Jameis Winston Told A Room Full Of Little Girls To Sit Down And Stay Silent
On Wednesday, Tampa Bay Buccaneers quarterback Jameis Winston elected to spend his day off making a visit to Melrose Elementary in St. Petersburg. Winston presumably went to the school in an attempt to inspire young kids who may not always hear the uplifting message that he wanted to share.
Instead, he delivered an unforgivably and oddly bold message of sexism. In the middle of his talk, Jameis had all the little boys stand up and instructed the girls to stay seated.
"All my young boys, stand up. The ladies, sit down. But all my boys, stand up. We strong, right? We strong! We strong, right? All my boys, tell me one time: I can do anything I put my mind to. Now a lot of boys aren't supposed to be soft-spoken. You know what I'm saying? One day y'all are going to have a very deep voice like this. One day, you'll have a very, very deep voice.
But the ladies, they're supposed to be silent, polite, gentle. My men, my men [are] supposed to be strong. I want y'all to tell me what the third rule of life is: I can do anything I put my mind to. Scream it!" (via TBO.com)
That is so egregiously sexist that I can't believe I'm writing a piece right now trying to convince you of it. But I have to, because there are apologists out there who think that Winston is being railroaded for misspeaking, improbably shoving aside the outdated gender stereotyping and horrifying presumption of female submission.
Here's what he had to say for himself afterwards:
“I was making an effort to interact with a young male in the audience who didn’t seem to be paying attention, and I didn’t want to single him out so I asked all the boys to stand up,” Winston said. “During my talk, I used a poor word choice that may have overshadowed that positive message for some.” (via TBO.com)
Poor word choice? Are we all seriously going to buy that as an excuse?
According to those who know him, it's very easy to believe that his intentions were good. I tend to agree, if only because the idea that the man went into an elementary school intending to offend an entire gender is absurd.
Unfortunately there are scores of men and women who think that intent is a ruling principle in these matters; as if to say that accidentally revealing sexist beliefs is that much better than just being outright with it.
Here's a quick snapshot from the corner of the media that believes Winston should be lauded for his intentions, rather than criticized for telling a group of young girls to sit and stay silent as their male classmates stood over them, flexing and chanting a self-empowerment mantra:
"No one even told him he had to go do this. He went to the school on his own, the Bucs didn't even know he was going to go.
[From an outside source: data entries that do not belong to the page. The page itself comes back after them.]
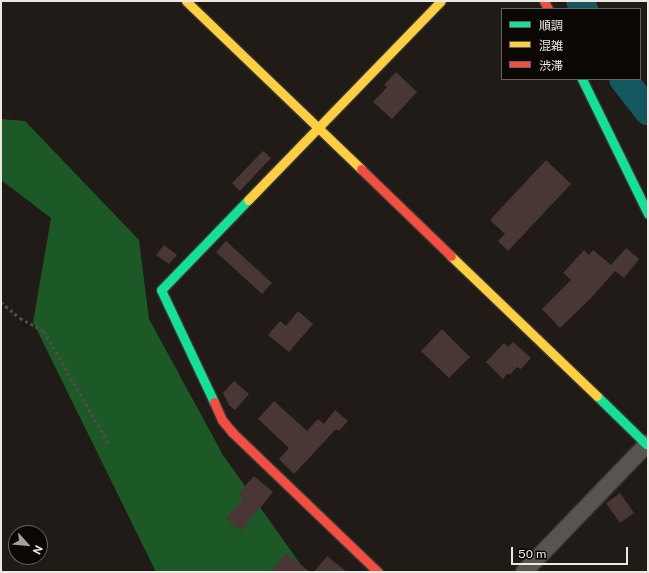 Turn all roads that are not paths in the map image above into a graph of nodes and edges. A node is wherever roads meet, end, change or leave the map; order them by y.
1 (186, 1) edge
2 (441, 1) edge
3 (583, 80) edge
4 (317, 127) junction
5 (641, 184) edge
6 (648, 214) edge
7 (647, 443) edge
8 (378, 572) edge
9 (524, 572) edge

1 - 4 street
2 - 4 street
3 - 5 street
4 - 7 street
4 - 8 street
5 - 6 street
7 - 9 street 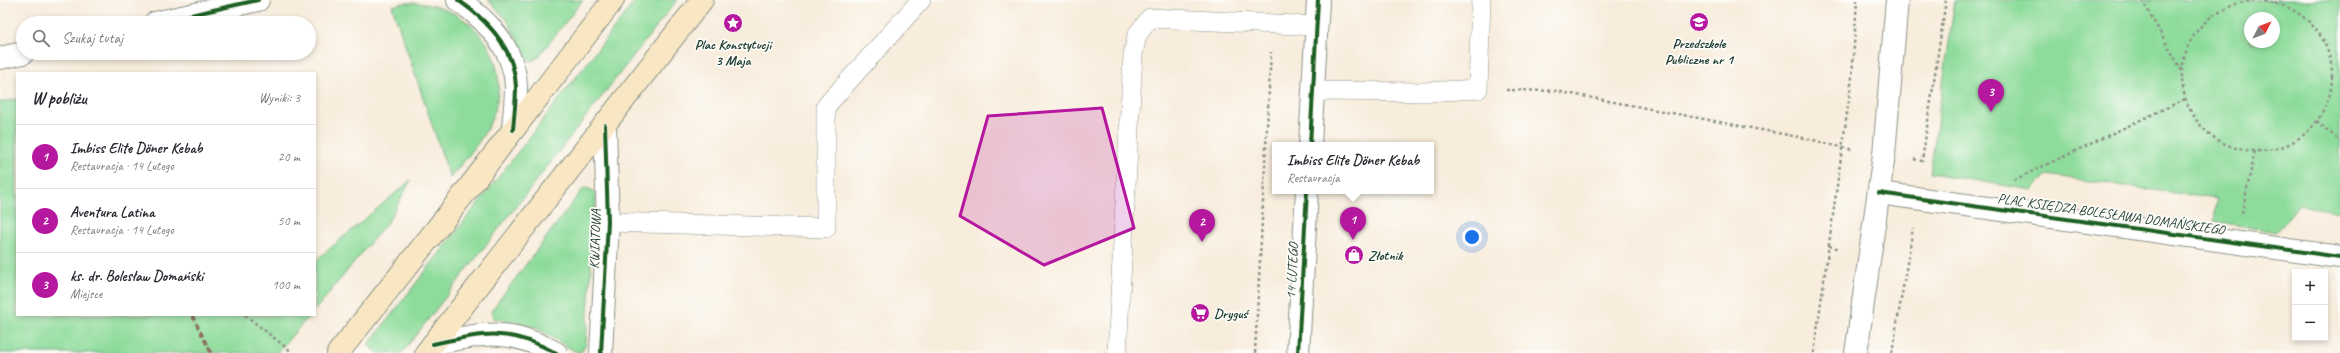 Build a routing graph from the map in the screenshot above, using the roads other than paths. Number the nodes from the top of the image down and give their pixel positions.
1 (258, 0) edge
2 (458, 0) edge
3 (613, 0) edge
4 (702, 0) edge
5 (921, 0) edge
6 (1318, 0) edge
7 (1481, 0) edge
8 (1897, 0) edge
9 (186, 16) edge
10 (1317, 26) junction
11 (16, 55) edge
12 (0, 58) edge
13 (1313, 91) junction
14 (605, 125) junction
15 (513, 130) junction
16 (1310, 142) edge
17 (1879, 193) junction
18 (1307, 194) edge
19 (608, 222) junction
20 (2340, 257) edge
21 (430, 349) edge
22 (338, 353) edge
23 (556, 353) edge
24 (601, 353) edge
25 (1117, 353) edge
26 (1298, 353) edge
27 (1856, 353) edge

1 - 9 street
2 - 15 street
3 - 15 main road
4 - 14 main road
5 - 19 lane
6 - 10 street
7 - 13 lane
8 - 17 street
10 - 13 street
10 - 25 lane
11 - 12 street
13 - 16 street
14 - 19 street, KWIATOWA
14 - 21 main road
15 - 22 main road
17 - 20 street, PLAC KSIĘDZA BOLESŁAWA DOMAŃSKIEGO
17 - 27 street
18 - 26 street, 14 LUTEGO
19 - 24 street, KWIATOWA
21 - 23 street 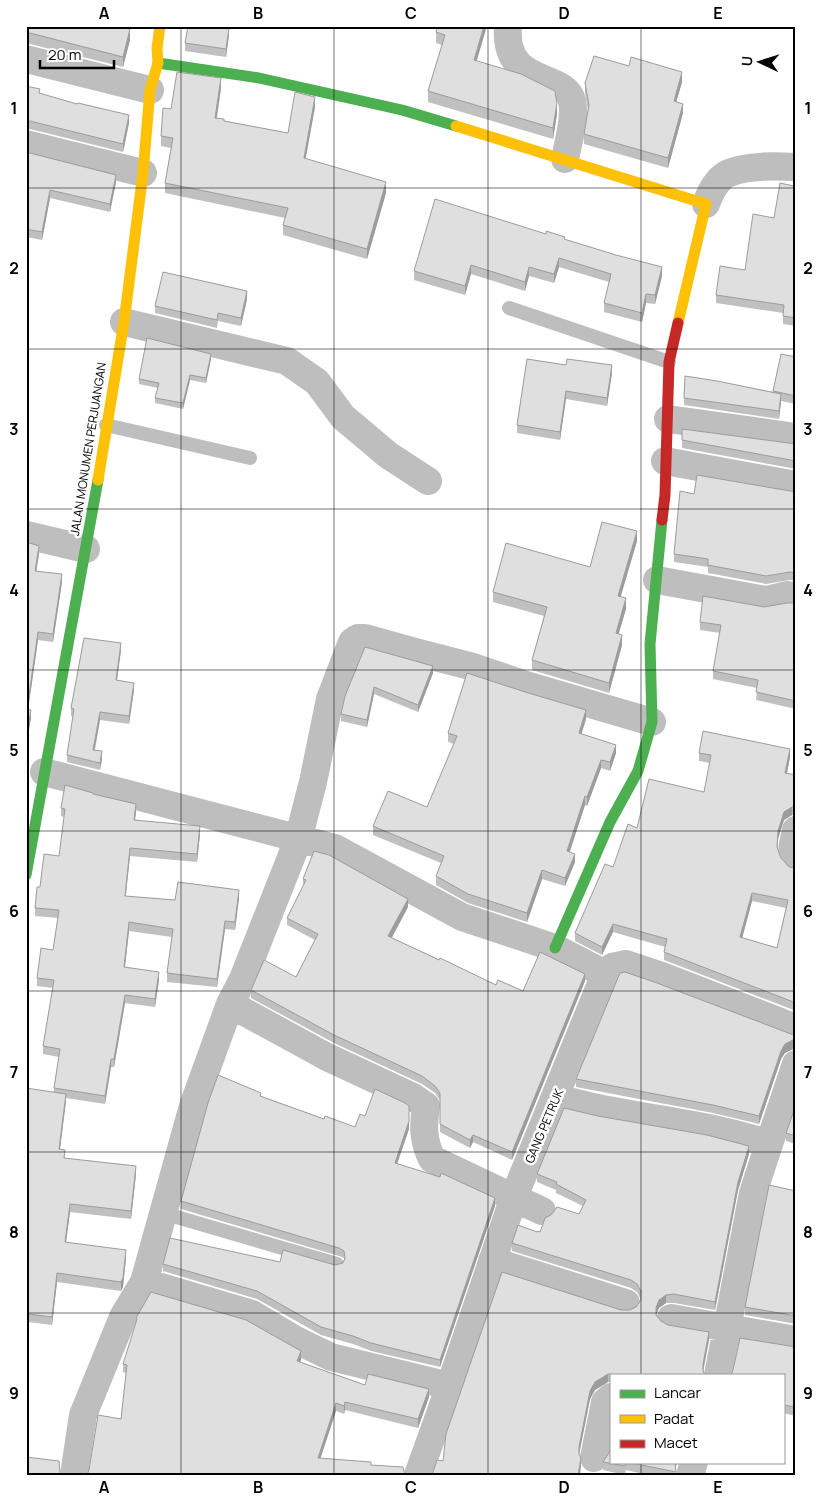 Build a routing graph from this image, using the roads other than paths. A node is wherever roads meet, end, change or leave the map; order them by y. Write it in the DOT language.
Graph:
graph roads {
  1 [pos="160,26"];
  2 [pos="508,26"];
  3 [pos="26,59"];
  4 [pos="158,63"];
  5 [pos="150,90"];
  6 [pos="26,144"];
  7 [pos="565,159"];
  8 [pos="796,167"];
  9 [pos="143,173"];
  10 [pos="706,204"];
  11 [pos="509,308"];
  12 [pos="124,322"];
  13 [pos="669,362"];
  14 [pos="668,419"];
  15 [pos="106,425"];
  16 [pos="796,437"];
  17 [pos="250,458"];
  18 [pos="664,461"];
  19 [pos="428,481"];
  20 [pos="796,484"];
  21 [pos="26,535"];
  22 [pos="86,549"];
  23 [pos="657,580"];
  24 [pos="796,597"];
  25 [pos="652,722"];
  26 [pos="44,772"];
  27 [pos="796,830"];
  28 [pos="298,840"];
  29 [pos="796,861"];
  30 [pos="26,875"];
  31 [pos="555,948"];
  32 [pos="605,974"];
  33 [pos="230,1004"];
  34 [pos="796,1028"];
  35 [pos="796,1064"];
  36 [pos="556,1098"];
  37 [pos="770,1144"];
  38 [pos="514,1198"];
  39 [pos="542,1211"];
  40 [pos="164,1213"];
  41 [pos="492,1261"];
  42 [pos="337,1264"];
  43 [pos="144,1282"];
  44 [pos="626,1303"];
  45 [pos="671,1318"];
  46 [pos="728,1329"];
  47 [pos="796,1340"];
  48 [pos="718,1374"];
  49 [pos="450,1386"];
  50 [pos="610,1398"];
  51 [pos="594,1458"];
  52 [pos="74,1475"];
  53 [pos="418,1475"];
  1 -- 4 [label="street, JALAN MONUMEN PERJUANGAN"];
  2 -- 7 [label="street"];
  3 -- 5 [label="street"];
  4 -- 5 [label="street, JALAN MONUMEN PERJUANGAN"];
  4 -- 7 [label="street"];
  5 -- 9 [label="street, JALAN MONUMEN PERJUANGAN"];
  6 -- 9 [label="street"];
  7 -- 10 [label="street"];
  8 -- 10 [label="street"];
  9 -- 12 [label="street, JALAN MONUMEN PERJUANGAN"];
  10 -- 13 [label="street"];
  11 -- 13 [label="lane"];
  12 -- 15 [label="street, JALAN MONUMEN PERJUANGAN"];
  12 -- 19 [label="street"];
  13 -- 14 [label="street"];
  14 -- 16 [label="street"];
  14 -- 18 [label="street"];
  15 -- 17 [label="lane"];
  15 -- 22 [label="street, JALAN MONUMEN PERJUANGAN"];
  18 -- 20 [label="street"];
  18 -- 23 [label="street"];
  21 -- 22 [label="street"];
  22 -- 26 [label="street, JALAN MONUMEN PERJUANGAN"];
  23 -- 24 [label="street"];
  23 -- 25 [label="street"];
  25 -- 28 [label="street"];
  25 -- 31 [label="street"];
  26 -- 28 [label="street"];
  26 -- 30 [label="street, JALAN MONUMEN PERJUANGAN"];
  27 -- 29 [label="street"];
  28 -- 31 [label="street"];
  28 -- 33 [label="street"];
  31 -- 32 [label="street"];
  32 -- 34 [label="street"];
  32 -- 36 [label="street, GANG PETRUK"];
  33 -- 38 [label="street"];
  33 -- 40 [label="street"];
  35 -- 37 [label="street"];
  36 -- 37 [label="street"];
  36 -- 38 [label="street, GANG PETRUK"];
  37 -- 46 [label="street"];
  38 -- 39 [label="street"];
  38 -- 41 [label="street, GANG PETRUK"];
  40 -- 42 [label="lane"];
  40 -- 43 [label="street"];
  41 -- 44 [label="street"];
  41 -- 49 [label="street, GANG PETRUK"];
  43 -- 49 [label="street"];
  43 -- 52 [label="street"];
  45 -- 46 [label="street"];
  46 -- 47 [label="street"];
  46 -- 48 [label="street"];
  49 -- 53 [label="street, GANG PETRUK"];
  50 -- 51 [label="street"];
} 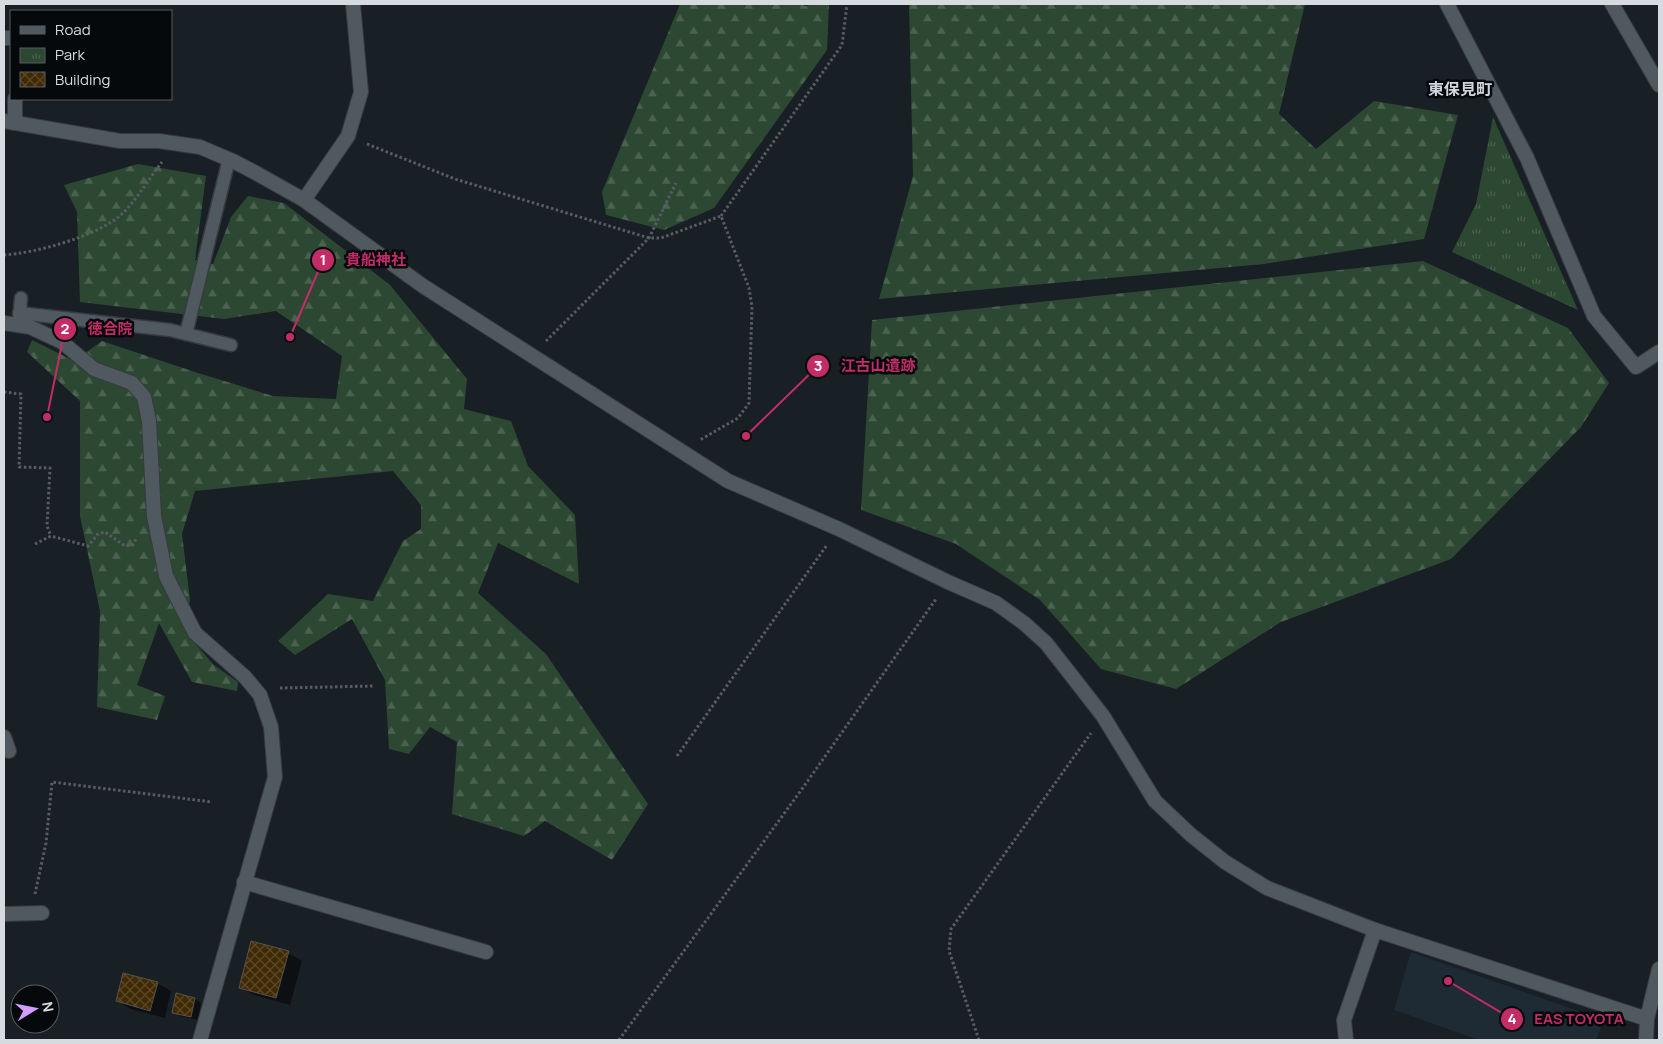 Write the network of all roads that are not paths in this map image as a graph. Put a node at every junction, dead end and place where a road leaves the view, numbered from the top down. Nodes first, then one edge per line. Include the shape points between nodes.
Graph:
1 (353, 4) edge
2 (1446, 4) edge
3 (1612, 4) edge
4 (1659, 85) edge
5 (15, 100) edge
6 (9, 122) edge
7 (229, 159) junction
8 (304, 200) junction
9 (21, 298) dead end
10 (19, 319) junction
11 (4, 323) edge
12 (186, 334) junction
13 (231, 345) dead end
14 (1659, 352) edge
15 (4, 737) edge
16 (9, 751) dead end
17 (244, 882) junction
18 (42, 913) dead end
19 (4, 914) edge
20 (1376, 930) junction
21 (486, 952) dead end
22 (1659, 969) edge
23 (1647, 1019) junction
24 (200, 1040) edge
25 (1346, 1040) edge
26 (1646, 1040) edge

1 - 8 street via 362,92 348,136
2 - 14 street via 1527,158 1594,316 1636,367
3 - 4 street
5 - 6 street
6 - 7 street via 120,141 159,141 200,147
7 - 8 street
7 - 12 lane
8 - 20 street via 423,286 728,481 996,603 1046,643 1103,716 1155,801 1198,841 1267,888
9 - 10 lane
10 - 11 street
10 - 12 lane via 160,329
10 - 17 street via 62,342 94,369 132,383 144,397 150,421 155,526 166,576 195,634 245,677 260,695 271,727 275,777
12 - 13 lane
15 - 16 street
17 - 21 street
17 - 24 street
18 - 19 street
20 - 23 street
20 - 25 street via 1344,1020
22 - 23 street
23 - 26 street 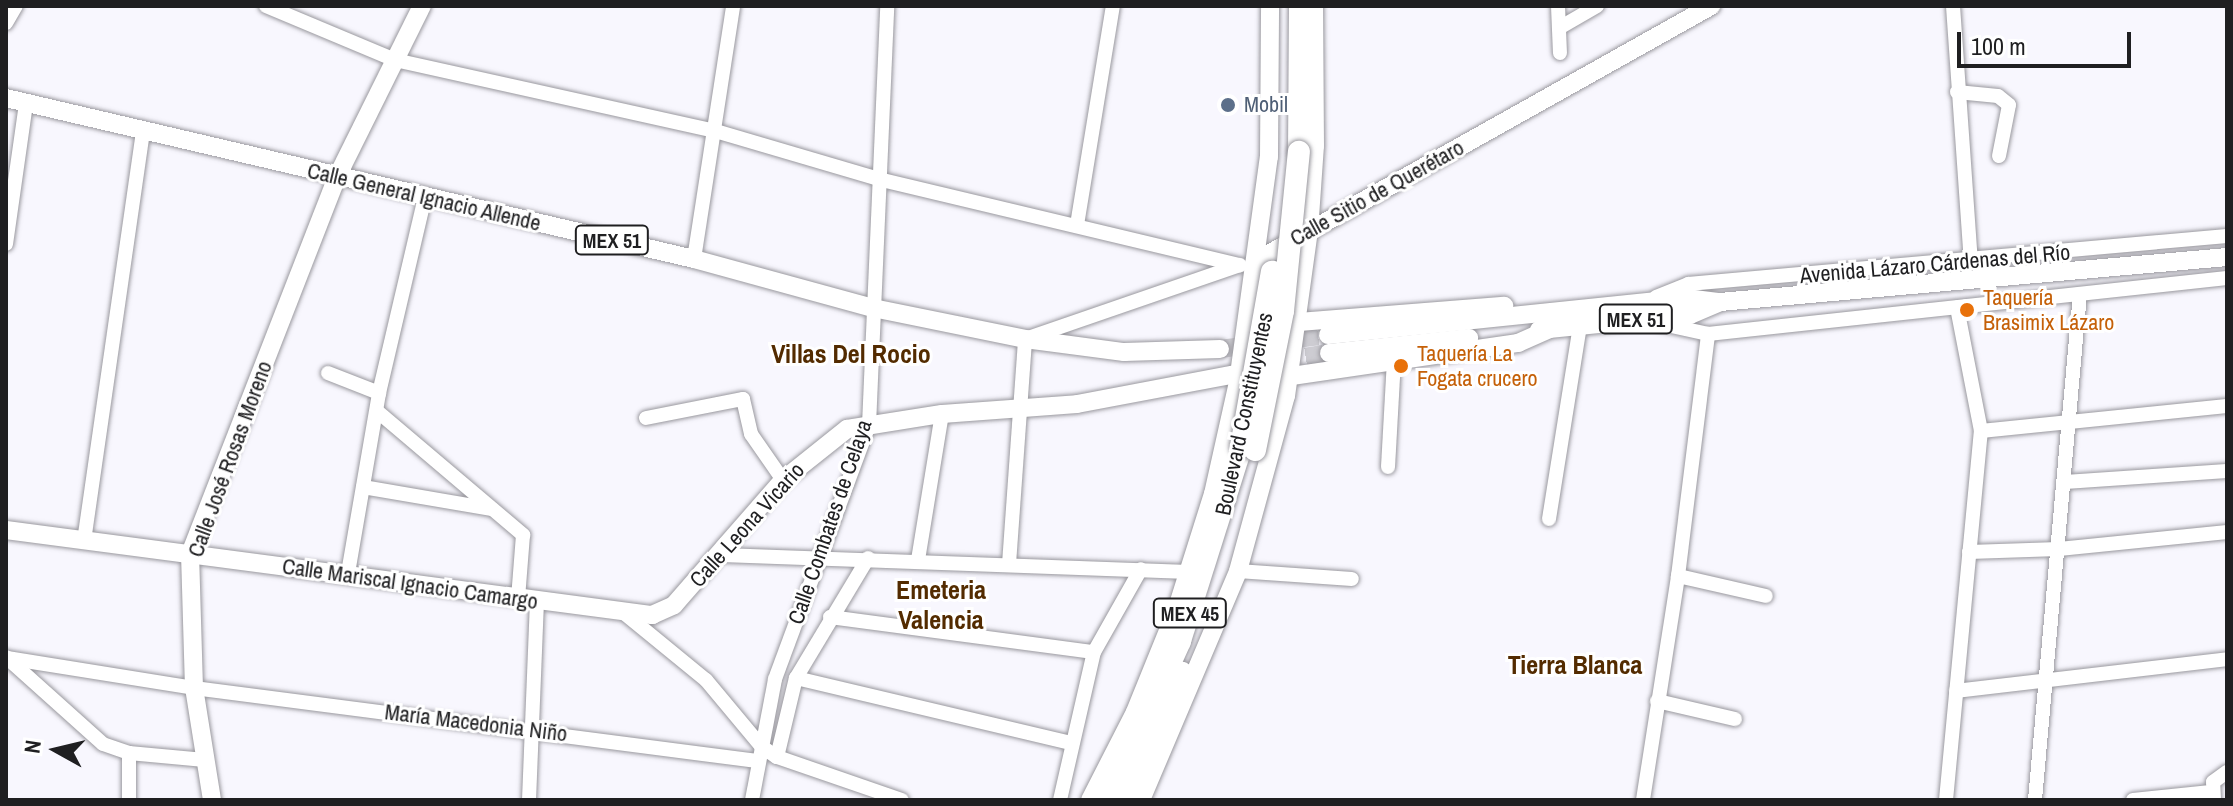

And so this is who Jameis has been. So yeah you hear this and you say 'yeah, poor choice of words in terms of "a woman stay stilent"' but that that's not who Jameis Winston has been... And it's a shame that it's gotten driven to this point..." -Mark Dominik, former Bucs GM, via ESPN.com
"He was not trying to put down young girls or tell them they can't be anything they want to be. He simply made a bad word choice in trying to get the attention of these young boys who were in the back." - Jim Trotter, via via ESPN.com
"He wasn't being malicious about it." - Jeff Saturday, via ESPN.com
There’s a big difference between trying to do the right thing and failing — then caring about it — than there is in not caring about doing the right thing in the first place. Winston’s’ transgression here is not one of malice but of carelessness. - Kyle Koster, via TheBigLead.com
I saw dozens more in the media who echoed the same sentiment; that he simply misspoke while trying to do a good thing. The "cut him some slack" argument.
However - and I can't believe I actually have to say this - good intentions aren't an excuse. The bias against women and girls in this world is deeply ingrained in all genders. It is a pervasive force not because the majority of people choose to be sexist, but because it is so deeply-rooted that they often can't even recognize that it's there.
Latent sexism is the most dangerous kind in these politically-correct times. The loud and proud? They're taken care of. It's the insidious, institutional chauvinism that does the most damage; the kind that forces women to quit jobs or reconsider what they wear to a bar or endure accusations that they did something to deserve an assault.
Ignorance is, by nature, not malicious. That doesn't make it okay. Just because Winston is trying to fix his image in the community doesn't mean that we shouldn't be talking about how fucked up his comments were. From words like his come very real consequences for young men and women.
What he did and what he said, it matters. Because he's not the only one who thinks that way.
In that moment, as fleeting as it may have been, those boys and girls got a real glimpse at what they can expect from the world. That's unacceptable.